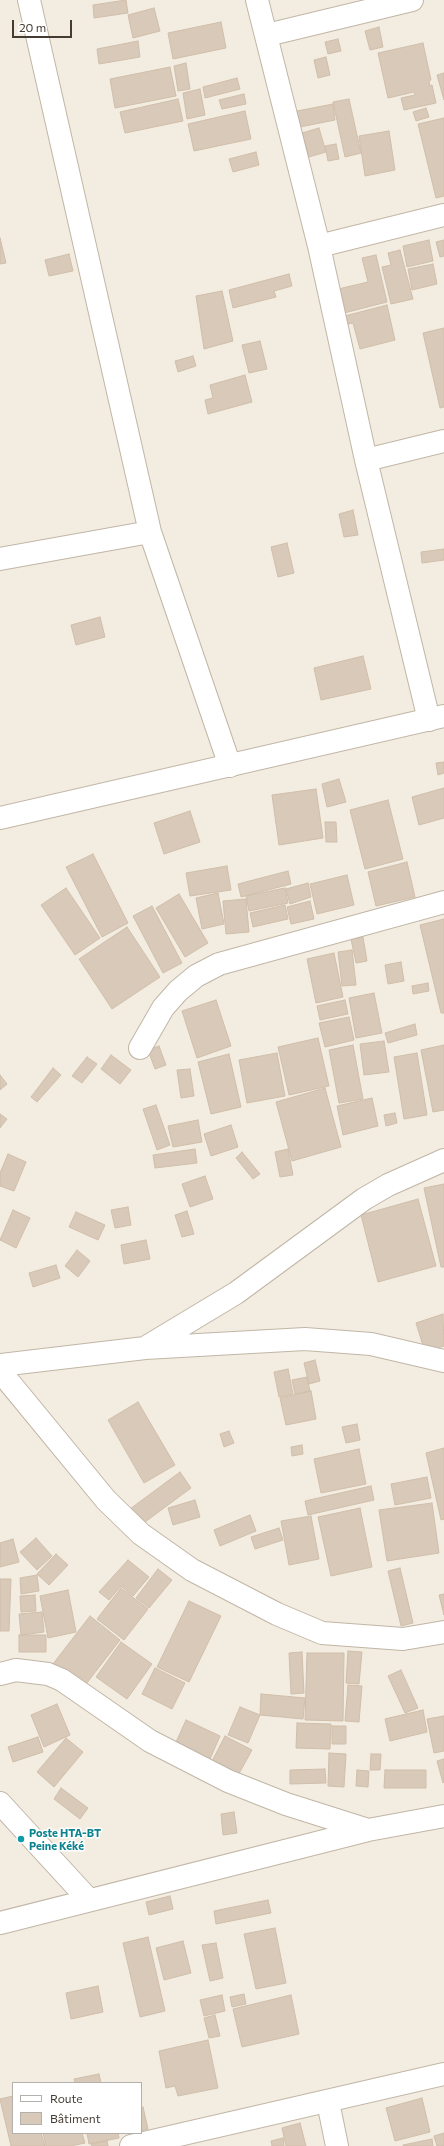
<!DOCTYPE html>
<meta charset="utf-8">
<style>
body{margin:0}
#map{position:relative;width:444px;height:2146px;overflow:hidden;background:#f3ece1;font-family:Commissioner,sans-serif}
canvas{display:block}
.legend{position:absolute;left:12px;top:2082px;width:130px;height:52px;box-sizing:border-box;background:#fff;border:1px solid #b4b1ad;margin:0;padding:5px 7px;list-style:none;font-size:12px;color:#443c32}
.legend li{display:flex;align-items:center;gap:8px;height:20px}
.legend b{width:20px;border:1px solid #b4b1ad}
.scale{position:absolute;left:12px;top:20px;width:60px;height:18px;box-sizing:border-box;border:2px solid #443c32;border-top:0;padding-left:5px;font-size:12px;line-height:14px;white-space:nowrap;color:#443c32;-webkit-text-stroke:3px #fff;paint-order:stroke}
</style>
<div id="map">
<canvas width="444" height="2146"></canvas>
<ul class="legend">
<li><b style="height:5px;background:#fff"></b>Route</li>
<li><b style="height:11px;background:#d8c9b9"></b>Bâtiment</li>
</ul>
<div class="scale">20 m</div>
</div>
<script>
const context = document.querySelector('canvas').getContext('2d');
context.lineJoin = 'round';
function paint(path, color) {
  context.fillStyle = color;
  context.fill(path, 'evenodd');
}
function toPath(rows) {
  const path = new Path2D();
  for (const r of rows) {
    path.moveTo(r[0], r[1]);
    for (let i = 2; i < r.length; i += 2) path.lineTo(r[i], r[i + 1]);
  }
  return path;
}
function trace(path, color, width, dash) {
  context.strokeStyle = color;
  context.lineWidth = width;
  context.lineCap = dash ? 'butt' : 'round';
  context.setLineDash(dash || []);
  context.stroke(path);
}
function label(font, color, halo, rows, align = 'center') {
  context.font = font + ' Commissioner,sans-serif';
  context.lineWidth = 3;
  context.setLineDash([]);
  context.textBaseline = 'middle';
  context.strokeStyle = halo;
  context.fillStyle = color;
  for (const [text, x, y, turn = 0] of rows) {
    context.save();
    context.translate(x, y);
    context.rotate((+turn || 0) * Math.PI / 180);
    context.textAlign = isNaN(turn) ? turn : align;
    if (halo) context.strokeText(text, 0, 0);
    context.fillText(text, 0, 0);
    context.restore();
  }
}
const building = toPath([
 [126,0,128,13,94,18,93,5,126,0],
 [154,8,160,31,133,38,128,15,154,8],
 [221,22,226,48,173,59,168,33,221,22],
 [379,27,383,47,370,50,365,31,379,27],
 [338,39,341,51,328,54,325,42,338,39],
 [138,41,140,57,99,64,97,49,138,41],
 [423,43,431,80,429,81,430,86,432,85,436,103,404,110,401,98,415,95,414,92,388,98,378,53,423,43],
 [326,57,330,75,318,78,314,60,326,57],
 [186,63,190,89,178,91,174,66,186,63],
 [170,67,176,96,115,108,110,79,170,67],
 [444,73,444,100,437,75,444,73],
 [237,78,240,89,205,98,203,87,237,78],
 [200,89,205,115,187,119,183,93,200,89],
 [244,94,246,104,222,109,219,100,244,94],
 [178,99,183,121,125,133,120,112,178,99],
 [349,99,361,153,345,157,333,102,349,99],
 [333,104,335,120,300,127,297,111,333,104],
 [426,108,429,117,416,121,413,112,426,108],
 [245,111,251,139,194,151,188,124,245,111],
 [444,118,444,196,436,198,418,124,444,118],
 [319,128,326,152,309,157,302,133,319,128],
 [389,131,395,170,365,176,359,136,389,131],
 [336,144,339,159,328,161,325,146,336,144],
 [256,152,259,165,233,172,229,159,256,152],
 [0,238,6,263,0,264,0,238],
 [429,240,433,261,407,267,403,246,429,240],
 [444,240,444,256,440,257,436,242,444,240],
 [400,250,413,299,391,304,382,267,391,265,388,253,400,250],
 [69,254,73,271,49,276,45,260,69,254],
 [376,255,387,302,340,314,334,290,368,282,362,258,376,255],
 [433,264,437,284,412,290,408,269,433,264],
 [289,274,292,286,274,291,276,297,233,308,229,290,289,274],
 [222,291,233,341,204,349,196,296,222,291],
 [387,305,395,340,360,349,353,323,343,325,341,317,387,305],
 [444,328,444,407,440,408,423,333,444,328],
 [260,341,267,369,249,373,242,345,260,341],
 [193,356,196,366,178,372,175,361,193,356],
 [245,375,252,402,208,414,205,400,213,398,210,385,245,375],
 [353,510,358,535,344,537,339,514,353,510],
 [287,543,294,573,278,577,271,547,287,543],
 [444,549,444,560,422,563,421,552,444,549],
 [100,617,105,637,76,645,71,625,100,617],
 [363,656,371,689,321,700,314,668,363,656],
 [444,762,444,773,438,775,436,763,444,762],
 [339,779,346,802,327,807,322,784,339,779],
 [444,788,444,818,419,825,412,797,444,788],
 [316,789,323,838,279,845,272,795,316,789],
 [388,800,403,859,365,869,350,810,388,800],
 [190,811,200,842,164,854,154,823,190,811],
 [325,822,336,822,337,842,326,842,325,822],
 [93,854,128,923,102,937,66,867,93,854],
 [407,862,415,897,376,906,368,872,407,862],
 [227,866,231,890,190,896,186,873,227,866],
 [288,871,291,884,241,897,238,884,288,871],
 [347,875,354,905,317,914,310,884,347,875],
 [308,883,311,897,290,904,286,889,308,883],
 [66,888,100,938,75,955,41,905,66,888],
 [285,888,288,903,249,911,246,896,285,888],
 [218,893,224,924,202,929,196,898,218,893],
 [179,894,208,943,185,957,156,908,179,894],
 [246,899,249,932,226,934,223,901,246,899],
 [310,901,314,919,291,924,287,907,310,901],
 [285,905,288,919,253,927,250,913,285,905],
 [152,906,182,963,163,973,133,916,152,906],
 [444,919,444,1013,441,1013,420,925,444,919],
 [127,927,160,977,112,1009,79,959,127,927],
 [363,937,367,961,356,963,351,939,363,937],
 [352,950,356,985,342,986,338,952,352,950],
 [334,953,343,997,316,1003,307,959,334,953],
 [401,962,404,981,388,984,385,965,401,962],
 [428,983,429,991,413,994,412,986,428,983],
 [374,993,382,1033,356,1038,349,998,374,993],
 [216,1000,231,1046,197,1058,182,1011,216,1000],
 [345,1000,348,1014,320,1020,317,1006,345,1000],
 [349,1017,354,1040,325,1047,319,1023,349,1017],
 [415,1024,417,1035,388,1043,385,1033,415,1024],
 [318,1038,329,1086,289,1095,278,1047,318,1038],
 [384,1041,389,1072,364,1075,360,1044,384,1041],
 [353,1045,363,1099,339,1103,329,1050,353,1045],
 [444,1045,444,1110,433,1112,421,1050,444,1045],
 [159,1046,166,1065,155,1069,148,1050,159,1046],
 [277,1053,285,1096,247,1103,239,1060,277,1053],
 [417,1053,427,1115,404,1119,394,1057,417,1053],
 [229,1054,241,1107,211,1114,198,1062,229,1054],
 [111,1055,131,1070,120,1084,101,1069,111,1055],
 [87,1057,97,1064,82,1083,72,1076,87,1057],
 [53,1068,61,1075,37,1102,31,1097,53,1068],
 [190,1069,194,1096,181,1098,177,1070,190,1069],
 [0,1075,7,1084,0,1090,0,1075],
 [325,1088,341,1147,292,1161,276,1102,325,1088],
 [372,1098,378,1126,343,1135,337,1106,372,1098],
 [156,1105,170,1145,157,1150,143,1109,156,1105],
 [395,1113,397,1123,386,1126,384,1115,395,1113],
 [0,1114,7,1119,0,1128,0,1114],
 [198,1120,202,1142,173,1147,168,1126,198,1120],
 [231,1125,238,1147,211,1156,204,1134,231,1125],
 [195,1149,197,1163,155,1168,153,1155,195,1149],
 [288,1149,293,1175,280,1177,275,1152,288,1149],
 [242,1152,260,1174,253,1179,236,1158,242,1152],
 [8,1154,26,1162,14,1191,0,1186,0,1173,8,1154],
 [205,1176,213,1199,190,1207,182,1184,205,1176],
 [444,1184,444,1267,441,1267,424,1188,444,1184],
 [418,1199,436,1266,378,1282,361,1215,418,1199],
 [128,1207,131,1225,115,1228,111,1210,128,1207],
 [13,1210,30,1218,16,1248,0,1240,13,1210],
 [187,1211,194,1234,182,1237,175,1215,187,1211],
 [76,1212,105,1225,98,1240,69,1227,76,1212],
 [146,1240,150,1259,124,1264,121,1245,146,1240],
 [77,1250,90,1261,78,1277,65,1266,77,1250],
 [56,1265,60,1278,33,1287,29,1273,56,1265],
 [443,1314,444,1346,425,1352,416,1323,443,1314],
 [315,1360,320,1381,309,1384,304,1363,315,1360],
 [288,1369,293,1394,279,1397,274,1372,288,1369],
 [307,1377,310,1391,295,1394,292,1380,307,1377],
 [311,1391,316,1419,286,1425,280,1398,311,1391],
 [138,1402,175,1465,144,1483,108,1420,138,1402],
 [357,1424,360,1440,346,1443,342,1427,357,1424],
 [229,1431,234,1443,224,1447,220,1434,229,1431],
 [302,1445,303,1454,292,1456,291,1447,302,1445],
 [444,1448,444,1519,441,1520,426,1453,444,1448],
 [359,1449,366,1484,321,1493,314,1459,359,1449],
 [180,1472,191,1488,141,1525,130,1509,180,1472],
 [427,1477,431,1498,395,1505,391,1484,427,1477],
 [371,1486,374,1500,308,1515,305,1501,371,1486],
 [195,1500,200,1517,173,1525,168,1508,195,1500],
 [432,1503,439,1553,387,1561,379,1510,432,1503],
 [360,1508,372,1567,331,1576,318,1517,360,1508],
 [250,1515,256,1531,220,1546,214,1530,250,1515],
 [311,1516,319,1559,289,1565,281,1521,311,1516],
 [279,1528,283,1540,255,1549,251,1537,279,1528],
 [36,1538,52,1556,37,1570,20,1552,36,1538],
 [13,1539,19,1562,0,1567,0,1543,13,1539],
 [56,1554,68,1565,49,1585,37,1574,56,1554],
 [128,1560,149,1577,133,1596,121,1586,109,1600,99,1592,128,1560],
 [400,1568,413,1623,401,1626,388,1571,400,1568],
 [158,1569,172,1580,149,1608,136,1598,158,1569],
 [37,1575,39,1591,21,1594,20,1578,37,1575],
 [0,1579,11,1579,9,1631,0,1631,0,1579],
 [121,1588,148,1609,124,1640,97,1619,121,1588],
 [68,1590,76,1632,48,1638,40,1596,68,1590],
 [444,1594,444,1615,439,1595,444,1594],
 [35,1595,36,1611,21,1612,20,1596,35,1595],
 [189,1601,221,1616,189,1682,157,1667,189,1601],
 [42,1612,44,1632,21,1635,19,1614,42,1612],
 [90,1616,120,1640,83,1688,53,1664,90,1616],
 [19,1635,46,1635,46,1652,19,1652,19,1635],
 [121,1642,152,1664,127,1699,96,1677,121,1642],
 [348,1651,362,1652,359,1684,346,1683,348,1651],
 [302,1652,304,1693,291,1694,289,1653,302,1652],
 [307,1653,344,1653,343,1721,305,1720,307,1653],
 [155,1668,185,1683,172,1709,142,1694,155,1668],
 [401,1670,418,1708,405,1713,388,1676,401,1670],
 [348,1685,362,1686,359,1722,345,1721,348,1685],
 [261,1694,305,1698,303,1719,260,1715,261,1694],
 [57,1704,70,1735,44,1747,31,1715,57,1704],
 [240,1707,260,1715,248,1743,228,1735,240,1707],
 [423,1710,427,1732,390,1741,385,1719,423,1710],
 [444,1716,444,1751,434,1753,427,1719,444,1716],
 [186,1720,220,1736,207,1766,172,1751,186,1720],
 [297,1723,331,1724,330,1749,296,1748,297,1723],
 [332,1726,346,1726,346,1744,332,1744,332,1726],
 [225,1736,252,1750,236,1779,210,1765,225,1736],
 [38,1737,43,1752,13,1762,8,1747,38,1737],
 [66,1738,83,1752,54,1787,37,1772,66,1738],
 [329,1753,346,1754,344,1787,328,1786,329,1753],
 [371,1754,381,1754,380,1770,370,1770,371,1754],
 [444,1759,444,1782,443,1783,437,1761,444,1759],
 [325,1769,326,1783,290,1784,290,1770,325,1769],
 [357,1770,369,1771,368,1787,356,1786,357,1770],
 [385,1770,426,1770,426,1788,384,1788,385,1770],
 [61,1788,88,1808,80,1819,54,1799,61,1788],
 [234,1812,237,1833,223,1835,221,1814,234,1812],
 [170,1896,173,1909,149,1915,146,1902,170,1896],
 [268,1900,271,1913,216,1924,214,1911,268,1900],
 [275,1928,286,1983,256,1989,244,1934,275,1928],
 [148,1937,165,2011,140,2017,123,1943,148,1937],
 [183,1941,191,1973,164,1980,156,1948,183,1941],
 [216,1943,223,1978,210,1981,202,1945,216,1943],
 [98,1986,103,2012,71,2019,66,1993,98,1986],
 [244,1994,246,2004,232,2007,230,1997,244,1994],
 [222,1995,225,2011,204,2016,200,2000,222,1995],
 [291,1995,299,2034,242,2047,233,2009,291,1995],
 [215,2015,220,2036,209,2038,204,2018,215,2015],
 [208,2040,218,2088,178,2096,175,2086,166,2088,159,2051,208,2040],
 [99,2074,101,2083,75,2083,74,2079,99,2074],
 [13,2096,13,2133,41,2133,45,2146,11,2146,0,2099,13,2096],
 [422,2098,430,2132,395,2141,386,2108,422,2098],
 [143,2107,148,2129,141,2131,141,2108,143,2107],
 [300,2123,306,2146,286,2146,282,2128,300,2123],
 [43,2133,82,2133,85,2143,71,2146,46,2146,43,2133],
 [87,2133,118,2133,119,2138,89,2144,87,2133],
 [444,2133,444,2146,437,2146,434,2136,444,2133],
 [283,2138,284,2146,272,2146,271,2141,283,2138],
 [432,2139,433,2146,403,2146,403,2145,432,2139],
 [107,2141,108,2146,92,2146,91,2144,107,2141]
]);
paint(building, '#d8c9b9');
trace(building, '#d0bea9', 1);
const minor = toPath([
 [29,0,150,532,230,766],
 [257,0,319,246,366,460,429,720],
 [267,35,412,0],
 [319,246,444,215],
 [366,460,444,441],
 [0,559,150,532],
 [140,1048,163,1008,178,991,196,976,219,964,444,902],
 [148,1346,236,1293,364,1199,388,1185,444,1160],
 [0,1365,145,1348,305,1339,371,1344,444,1361],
 [0,1371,106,1500,141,1534,192,1570,277,1614,322,1633,403,1639,444,1632],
 [0,1674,16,1670,48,1674,62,1680,150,1741,228,1781,286,1804,368,1830],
 [0,1803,89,1900],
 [0,1923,368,1830,444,1816],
 [328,2102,337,2146],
 [131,2146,444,2074]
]);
const tertiary = toPath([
 [0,818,444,716]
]);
trace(minor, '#c1b6a6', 24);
trace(tertiary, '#c1b6a6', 24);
trace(minor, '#fff', 22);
trace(tertiary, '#fff', 22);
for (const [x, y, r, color] of [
 [21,1839,4,"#0f9aa8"]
]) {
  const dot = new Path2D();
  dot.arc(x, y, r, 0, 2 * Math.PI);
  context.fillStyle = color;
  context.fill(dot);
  trace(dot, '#fff', 1.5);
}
label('bold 11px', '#0d838f', '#fff', [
 ["Poste HTA-BT",29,1833],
 ["Peine Kéké",29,1846]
], 'left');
</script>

Task details ▸
Print the data above from its first line through the line that has "context.textBaseline = 'middle';", exactly and with nothing else, omitting pictures.

Answer for this exercise ▸
<!DOCTYPE html>
<meta charset="utf-8">
<style>
body{margin:0}
#map{position:relative;width:444px;height:2146px;overflow:hidden;background:#f3ece1;font-family:Commissioner,sans-serif}
canvas{display:block}
.legend{position:absolute;left:12px;top:2082px;width:130px;height:52px;box-sizing:border-box;background:#fff;border:1px solid #b4b1ad;margin:0;padding:5px 7px;list-style:none;font-size:12px;color:#443c32}
.legend li{display:flex;align-items:center;gap:8px;height:20px}
.legend b{width:20px;border:1px solid #b4b1ad}
.scale{position:absolute;left:12px;top:20px;width:60px;height:18px;box-sizing:border-box;border:2px solid #443c32;border-top:0;padding-left:5px;font-size:12px;line-height:14px;white-space:nowrap;color:#443c32;-webkit-text-stroke:3px #fff;paint-order:stroke}
</style>
<div id="map">
<canvas width="444" height="2146"></canvas>
<ul class="legend">
<li><b style="height:5px;background:#fff"></b>Route</li>
<li><b style="height:11px;background:#d8c9b9"></b>Bâtiment</li>
</ul>
<div class="scale">20 m</div>
</div>
<script>
const context = document.querySelector('canvas').getContext('2d');
context.lineJoin = 'round';
function paint(path, color) {
  context.fillStyle = color;
  context.fill(path, 'evenodd');
}
function toPath(rows) {
  const path = new Path2D();
  for (const r of rows) {
    path.moveTo(r[0], r[1]);
    for (let i = 2; i < r.length; i += 2) path.lineTo(r[i], r[i + 1]);
  }
  return path;
}
function trace(path, color, width, dash) {
  context.strokeStyle = color;
  context.lineWidth = width;
  context.lineCap = dash ? 'butt' : 'round';
  context.setLineDash(dash || []);
  context.stroke(path);
}
function label(font, color, halo, rows, align = 'center') {
  context.font = font + ' Commissioner,sans-serif';
  context.lineWidth = 3;
  context.setLineDash([]);
  context.textBaseline = 'middle';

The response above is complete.